Nick Yulman, Senior Curation Specialist, Design & Tech

Oval, performing live in 1998

Flashback to 1998…

My high school friends and I stood in Philadelphia’s Theatre of the Living Arts, waiting for Tortoise to come on. But before the post-rock hero headliners crowded the stage with an array of guitars, mallet percussion, and vintage synths, Markus Popp, aka Oval, stood almost motionless, staring at his huge CRT monitor as he filled the room with a wash of digital sound. It was the first time I’d seen someone perform with only a computer, and my friends and I cracked the obvious jokes about playing video games or checking email during the show. But I left that concert feeling like I’d seen the future, or at least a compelling version of it.

I’d started using music production software myself a few months earlier and my head was swimming with the possibilities — so many sounds to explore, all at the click of a mouse. As the last surly powerchords of ’90s rock radio rang out, plugging my guitar into a computer instead of an amplifier felt transgressive in its restraint. My buddies and I had also started filling our computers with MP3s, getting our first instantly gratifying taste of wanting to hear something one minute and finding it on the internet the next. And all this, just in time for the millennium!

But as with most thrilling innovations, the shocking newness quickly faded. At this point, the ubiquity of laptops on the stage and digital music in our pockets has become normal — even dreary, prompting the question: where do we go from here?

Making Space for Innovation in the Music Tech Landscape

Certainly the most notable trend in music technology over the last twenty years has been the migration of both music listening and music making to the same trio of devices.

Our laptops, smartphones, and tablets now offer multitrack recording studios, endless effects racks, and more synthesizers, virtual instruments, and samples than we could ever hope to audition—let alone use. These new tools also give us access to huge libraries of recorded music for downloading or streaming and, if we’re not sure what we want, they can recommend infinitely long playlists for us.

With this ability to record, distribute, and listen to a great-sounding album all on the same device, what else could we want? What is the future of music technology if not simply to create further refinements of this very agreeable situation?

The answer largely depends on whether we locate innovation within the nice clean lines of optimized efficiency and convenience, or whether we venture onto the mushy, unstable terrain of inspiration and expression. The seamlessness of our digital devices is hugely impressive, but when it comes to creativity, seams can be where the good stuff happens.

These days, we’re accustomed to thinking about innovation and technological progress as a linear path towards an objectively desirable goal. For example, consider the above timeline of notable hardware and software updates. This computer begat that computer, getting smaller and faster at every turn.

We also have models of exponential growth that see technological development through the same up-and-to-right lens favored by the stock market and venture capital.

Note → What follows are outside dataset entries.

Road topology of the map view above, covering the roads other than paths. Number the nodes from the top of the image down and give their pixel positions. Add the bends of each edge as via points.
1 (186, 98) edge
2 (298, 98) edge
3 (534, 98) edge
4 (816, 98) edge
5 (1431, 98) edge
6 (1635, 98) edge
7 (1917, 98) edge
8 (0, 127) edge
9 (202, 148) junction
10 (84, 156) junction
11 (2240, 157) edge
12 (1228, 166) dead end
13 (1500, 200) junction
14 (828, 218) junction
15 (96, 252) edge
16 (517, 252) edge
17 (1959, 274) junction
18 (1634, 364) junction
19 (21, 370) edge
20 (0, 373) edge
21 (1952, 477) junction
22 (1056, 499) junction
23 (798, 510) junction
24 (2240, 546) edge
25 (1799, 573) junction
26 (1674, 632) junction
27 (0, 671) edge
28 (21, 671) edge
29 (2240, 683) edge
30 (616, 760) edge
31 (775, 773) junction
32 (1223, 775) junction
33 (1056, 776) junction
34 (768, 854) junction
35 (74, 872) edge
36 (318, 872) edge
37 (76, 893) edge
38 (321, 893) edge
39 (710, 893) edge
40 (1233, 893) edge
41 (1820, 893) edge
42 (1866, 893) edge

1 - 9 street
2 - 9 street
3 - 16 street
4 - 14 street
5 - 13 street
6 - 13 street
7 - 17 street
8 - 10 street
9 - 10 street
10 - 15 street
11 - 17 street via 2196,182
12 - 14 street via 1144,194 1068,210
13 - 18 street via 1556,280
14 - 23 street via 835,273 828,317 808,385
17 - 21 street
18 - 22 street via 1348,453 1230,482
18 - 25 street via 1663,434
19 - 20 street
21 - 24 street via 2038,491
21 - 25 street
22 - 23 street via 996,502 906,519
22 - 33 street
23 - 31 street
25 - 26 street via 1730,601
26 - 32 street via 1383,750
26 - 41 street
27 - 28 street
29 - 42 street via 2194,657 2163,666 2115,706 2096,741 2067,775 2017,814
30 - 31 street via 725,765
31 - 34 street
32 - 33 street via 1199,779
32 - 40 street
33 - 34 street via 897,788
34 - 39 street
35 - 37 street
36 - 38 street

But perhaps technological evolution, particularly as it pertains to creative fields, looks less like these tidy progress charts and more like an Anthony Braxton composition.

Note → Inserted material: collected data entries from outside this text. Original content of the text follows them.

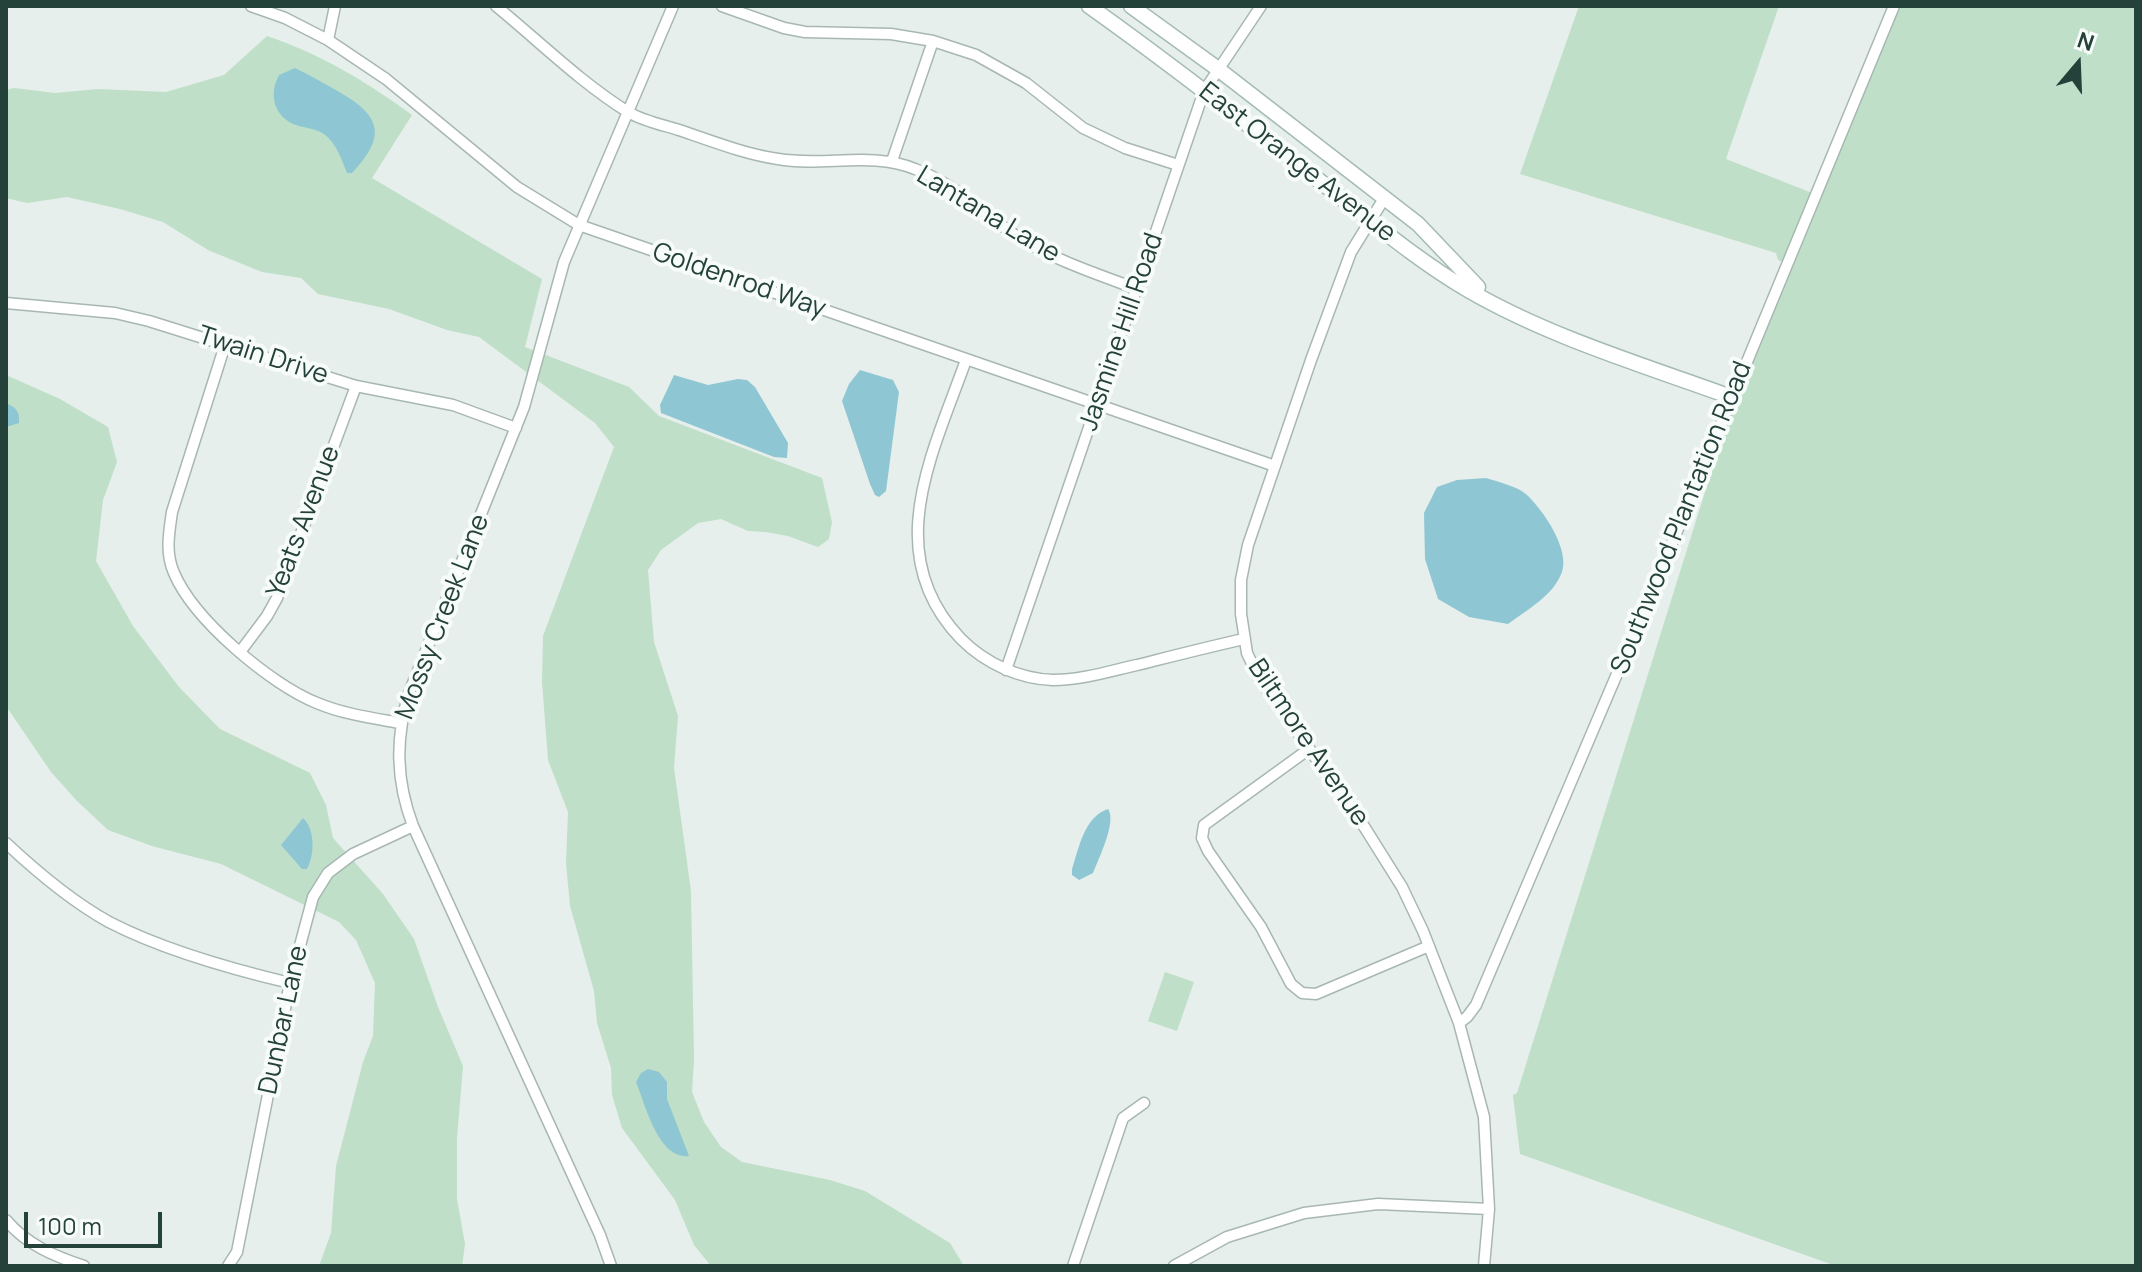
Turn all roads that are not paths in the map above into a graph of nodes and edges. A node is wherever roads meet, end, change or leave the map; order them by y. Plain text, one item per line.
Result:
1 (251, 6) edge
2 (335, 6) edge
3 (496, 6) edge
4 (673, 6) edge
5 (722, 6) edge
6 (1089, 6) edge
7 (1131, 6) edge
8 (1261, 6) edge
9 (1894, 6) edge
10 (328, 40) junction
11 (933, 41) junction
12 (1218, 69) junction
13 (1204, 91) junction
14 (627, 112) junction
15 (892, 161) junction
16 (1178, 165) junction
17 (1385, 197) junction
18 (1370, 220) junction
19 (579, 225) junction
20 (1137, 289) junction
21 (6, 303) edge
22 (1510, 312) junction
23 (225, 345) junction
24 (966, 360) junction
25 (356, 386) junction
26 (1731, 397) junction
27 (1097, 405) junction
28 (516, 428) junction
29 (1275, 466) junction
30 (1244, 639) junction
31 (240, 652) junction
32 (1006, 670) junction
33 (400, 723) junction
34 (1309, 749) junction
35 (413, 826) junction
36 (6, 843) edge
37 (1429, 946) junction
38 (290, 983) junction
39 (1459, 1023) junction
40 (1144, 1103) dead end
41 (1489, 1209) junction
42 (6, 1220) edge
43 (84, 1266) edge
44 (228, 1266) edge
45 (611, 1266) edge
46 (1073, 1266) edge
47 (1174, 1266) edge
48 (1484, 1266) edge

1 - 10 street, Goldenrod Way
2 - 10 street
3 - 14 street, Lantana Lane
4 - 14 street, Mossy Creek Lane
5 - 11 street
6 - 13 street, East Orange Avenue
7 - 12 street, East Orange Avenue
8 - 12 street, Jasmine Hill Road
9 - 26 street, Southwood Plantation Road
10 - 19 street, Goldenrod Way
11 - 15 street
11 - 16 street
12 - 13 street, Jasmine Hill Road
12 - 17 street, East Orange Avenue
13 - 16 street, Jasmine Hill Road
13 - 18 street, East Orange Avenue
14 - 15 street, Lantana Lane
14 - 19 street, Mossy Creek Lane
15 - 20 street, Lantana Lane
16 - 20 street, Jasmine Hill Road
17 - 18 street, Biltmore Avenue
17 - 22 street, East Orange Avenue
18 - 22 street, East Orange Avenue
18 - 29 street, Biltmore Avenue
19 - 24 street, Goldenrod Way
19 - 28 street, Mossy Creek Lane
20 - 27 street, Jasmine Hill Road
21 - 23 street, Twain Drive
22 - 26 street, East Orange Avenue
23 - 25 street, Twain Drive
23 - 31 street
24 - 27 street, Goldenrod Way
24 - 32 street
25 - 28 street, Twain Drive
25 - 31 street, Yeats Avenue
26 - 39 street, Southwood Plantation Road
27 - 29 street, Goldenrod Way
27 - 32 street, Jasmine Hill Road
28 - 33 street, Mossy Creek Lane
29 - 30 street, Biltmore Avenue
30 - 32 street
30 - 34 street, Biltmore Avenue
31 - 33 street
33 - 35 street, Mossy Creek Lane
34 - 37 street, Biltmore Avenue
34 - 37 street
35 - 38 street, Dunbar Lane
35 - 45 street, Mossy Creek Lane
36 - 38 street
37 - 39 street, Biltmore Avenue
38 - 44 street, Dunbar Lane
39 - 41 street, Biltmore Avenue
40 - 46 street
41 - 47 street
41 - 48 street, Biltmore Avenue
42 - 43 street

Anthony Braxton, Composition Number 368m (circa 2007)

The point illustrated in the Braxton composition isn’t directionality or constant upward movement, but rather unpredictability and complexity. Instead of ideas toppling into each other with the satisfying predictability of dominoes, we have a series of tangents and nodes that constantly scatter, go into holding patterns, cross paths, and recombine. It’s exciting.

Left: Tony Martin, Bill Maginnis, Ramon Sender, Morton Subotnick, and Pauline Oliveros at the San Francisco Tape Center. Right: Don Buchla with his 100 Series modular system.

This lively dynamic brings to mind the recent resurgence of interest in modular synthesizers—and not simply because the squiggly lines recall patch cables. Modern sound synthesis came into its own in the mid ’60s with the codevelopment of Bob Moog and Don Buchla’s first modular systems in New York and California respectively. Both reflect efforts of a connected creative community rather than a single inventor toiling in solitude. Buchla famously collaborated with the composers of the San Francisco Tape Center, including Morton Subotnick, Ramon Sender, and Pauline Oliveros, to build an electronic instrument that could create the adventurous, unprecedented musical ideas they wanted to pursue. Similarly, Moog had musicians like Herb Deutsch and Wendy Carlos helping to decide how to shape the voltages passed across wires into musical content, suitable for producing pop confections or performing a Bach prelude.

As synthesizers became smaller and more accessible, wall-sized modular systems faded into the background, largely becoming the domain of academic composition departments or rock stars like Keith Emerson. But in the ’90s the aforementioned migration of music production to computers brought a new type of patchable music making in the form of visual “control flow” programming languages like Max and Pure Data. All of a sudden, music makers with a desire to look beyond presets had incredibly flexible tools for shaping sound on their laptops.

The mid-90s also saw Germany’s Doepfer Musikelektronik introduce Eurorack, a more compact format for modular synths. Crucially, it was also an open standard, meaning that any company could create compatible modules by designing to Doepfer’s specs. The astonishing variety of Eurorack modules on display at Moogfest’s Modular Marketplace reveals just how many independent builders have embraced the format to explore their own creative ideas.

Malekko’s setup at the Moogfest Modular Marketplace

Between the aforementioned digital devices and this renewed interest in analog and modular synths, we have a kaleidoscope of music technologies from which to draw. So, taking these devices as a baseline for music making and listening, how do we build on them? What paths for creating new music technologies are instrument builders and product designers pursuing? Taking a peek at recent Kickstarter campaigns, several notable strategies emerge as we seek a more vibrant, weird, and exciting future for innovations in music tech.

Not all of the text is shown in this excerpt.